My dear Mr. Attorney General:
On February 6, 1950, by virtue of the authority vested in me by Section 206 of the Labor Management Relations Act, 1947 (Public Law 101, 80th Congress), I issued Executive Order No. 10106, creating a Board of Inquiry to inquire into the issues involved in a labor dispute between coal operators and associations signatory to the National Bituminous Coal Wage Agreement of 1948, amending and extending the National Bituminous Coal Wage Agreement of 1947, and certain of their employees represented by the International Union, United Mine Workers of America, also signatory to the said agreement.
On February 11, 1950, I received the Board's written report in the matter, including a statement of the facts with respect to the dispute and each party's statement of its position. A copy of that report is attached hereto.
In my opinion this unresolved labor dispute has resulted in a strike affecting a substantial part of an industry engaged in trade and commerce among the several States and with foreign nations, and in the production of goods for commerce, which strike, if permitted to continue, will imperil the national health and safety.

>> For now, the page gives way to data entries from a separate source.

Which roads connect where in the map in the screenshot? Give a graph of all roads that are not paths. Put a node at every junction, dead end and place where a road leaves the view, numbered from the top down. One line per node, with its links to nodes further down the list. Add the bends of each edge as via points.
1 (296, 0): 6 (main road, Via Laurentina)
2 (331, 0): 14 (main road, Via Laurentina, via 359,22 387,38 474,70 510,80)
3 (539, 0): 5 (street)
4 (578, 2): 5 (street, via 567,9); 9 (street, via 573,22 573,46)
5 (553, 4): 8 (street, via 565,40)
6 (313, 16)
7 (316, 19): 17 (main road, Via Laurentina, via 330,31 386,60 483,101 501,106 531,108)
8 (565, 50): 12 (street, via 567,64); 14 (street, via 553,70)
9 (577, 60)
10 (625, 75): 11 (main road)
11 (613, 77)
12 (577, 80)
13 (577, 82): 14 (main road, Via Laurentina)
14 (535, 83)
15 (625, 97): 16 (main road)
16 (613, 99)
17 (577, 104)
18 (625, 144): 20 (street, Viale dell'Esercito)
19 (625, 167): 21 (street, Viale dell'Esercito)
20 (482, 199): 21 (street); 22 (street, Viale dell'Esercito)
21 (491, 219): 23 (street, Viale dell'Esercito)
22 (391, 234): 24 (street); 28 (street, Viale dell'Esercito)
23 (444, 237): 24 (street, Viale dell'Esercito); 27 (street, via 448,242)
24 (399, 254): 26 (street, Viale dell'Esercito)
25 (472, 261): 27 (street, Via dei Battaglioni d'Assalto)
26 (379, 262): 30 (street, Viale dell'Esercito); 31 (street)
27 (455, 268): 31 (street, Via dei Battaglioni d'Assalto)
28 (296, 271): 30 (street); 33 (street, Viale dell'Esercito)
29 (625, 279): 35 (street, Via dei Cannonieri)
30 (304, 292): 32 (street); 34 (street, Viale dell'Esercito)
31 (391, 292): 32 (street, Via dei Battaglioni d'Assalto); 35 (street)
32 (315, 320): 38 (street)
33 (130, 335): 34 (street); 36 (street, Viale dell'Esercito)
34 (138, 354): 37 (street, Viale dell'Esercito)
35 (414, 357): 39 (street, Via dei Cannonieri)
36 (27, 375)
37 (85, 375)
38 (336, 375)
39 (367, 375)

I therefore direct you, pursuant to the provisions of Section 208 of the Labor Management Relations Act, 1947, to petition in the name of the United States any district court of the United States having jurisdiction of the parties to enjoin the continuance of such strike, and for such other relief as may in your judgment be necessary or appropriate.
Very sincerely yours,
HARRY S. TRUMAN
[Honorable J. Howard McGrath, The Attorney General, Washington, D.C.]
Note: Executive Order 10106 is entitled "Creating a Board of Inquiry to Report on a Labor Dispute Affecting the Bituminous Coal Industry of the United States" (3 CFR, 1949-1953 Comp., p. 300).
The Board's report, submitted on February 11 by David L. Cole, chairman, and John T. Dunlop and W. Willard Wirtz, members, is entitled "Report to the President: The Labor Dispute in the Bituminous Coal Industry" (8 pp., Government Printing Office, 1950).
The report reviewed the negotiations which had been carried on during the previous 8 months and stated that the parties had been more concerned with gaining tactical advantages than with trying to solve their problems by reaching an agreement. It concluded that the imperative needs of the country were such as to require the immediate resumption of the production of coal.
The report was followed on the same day by a Federal court injunction against the continuance of the strike. When the miners refused to return to work, the Government initiated contempt proceedings against the union. On March 2 the Federal district court in Washington, D.C., found the union not guilty on the ground that the Government had failed to produce sufficient evidence to support its charges.
The controversy ended on March 5 with the signing of a new contract between the mine operators and the miners.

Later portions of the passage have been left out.